5 minutes of passion
(Many Hats Records – Blind Raccoon – 2026)
Durée 42’14 – 11 Titres
https://www.michaelrubinharmonica.com
Né dans le New Jersey en 1969, Michael Rubin a suivi un itinéraire sinueux avant de poser ses valises à Austin, Texas, terre promise du blues moderne. Passé par Pittsburgh, Sonoma, New Orleans et Manhattan, il a façonné son identité musicale au fil des rencontres et des expériences, entre la fosse du spectacle Broadway « The Civil War » et les scènes partagées avec Ruthie Foster ou Cyril Neville. Aujourd’hui, Rubin est un artisan du son, un conteur qui préfère la sincérité à la posture. Lorsqu’il ne joue pas, il enseigne la pratique de l’harmonica, transmettant sa passion avec la même intensité qu’il met dans ses solos.
Son approche vocale, atypique et sans fioritures, s’inscrit dans la lignée des chanteurs qui font du blues un langage brut et poétique.
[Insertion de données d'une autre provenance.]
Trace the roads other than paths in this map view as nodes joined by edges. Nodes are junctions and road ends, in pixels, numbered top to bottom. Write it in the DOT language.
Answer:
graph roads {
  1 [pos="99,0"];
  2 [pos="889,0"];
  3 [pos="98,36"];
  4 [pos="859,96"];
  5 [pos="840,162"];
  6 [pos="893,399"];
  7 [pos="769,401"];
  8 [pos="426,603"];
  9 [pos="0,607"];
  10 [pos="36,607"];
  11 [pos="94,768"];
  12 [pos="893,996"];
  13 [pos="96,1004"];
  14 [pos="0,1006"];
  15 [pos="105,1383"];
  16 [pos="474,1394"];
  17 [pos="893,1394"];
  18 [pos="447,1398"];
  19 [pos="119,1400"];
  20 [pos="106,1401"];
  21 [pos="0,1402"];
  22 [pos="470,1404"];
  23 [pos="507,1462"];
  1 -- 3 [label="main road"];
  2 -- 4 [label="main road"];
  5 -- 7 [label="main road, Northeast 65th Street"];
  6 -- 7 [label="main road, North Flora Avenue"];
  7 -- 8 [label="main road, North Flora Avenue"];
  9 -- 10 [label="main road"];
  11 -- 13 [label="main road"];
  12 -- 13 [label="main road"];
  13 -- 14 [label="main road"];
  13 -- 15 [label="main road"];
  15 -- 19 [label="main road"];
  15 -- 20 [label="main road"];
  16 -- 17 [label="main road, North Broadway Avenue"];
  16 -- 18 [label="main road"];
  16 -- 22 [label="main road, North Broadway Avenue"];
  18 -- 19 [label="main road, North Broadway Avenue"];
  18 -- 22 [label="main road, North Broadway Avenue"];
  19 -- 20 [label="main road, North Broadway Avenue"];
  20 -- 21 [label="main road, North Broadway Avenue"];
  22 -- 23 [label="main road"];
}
Rubin ne cherche pas à séduire par la technique, mais par la vérité du timbre et la force du propos. Sa maîtrise du double registre, harmonica diatonique et chromatique, lui permet d’explorer des nuances rarement atteintes, entre rugosité et lyrisme.
Avec « 5 Minutes Of Passion », Michael Rubin signe un deuxième album aussi singulier que son titre. Entouré de musiciens aguerris, Cesar Crespo et Josh Fulero aux guitares, Emily Gimble aux claviers, Michael Archer à la basse et Jason Corbiere à la batterie, il livre un disque où le blues se frotte à l’ironie, à la satire et à la tendresse.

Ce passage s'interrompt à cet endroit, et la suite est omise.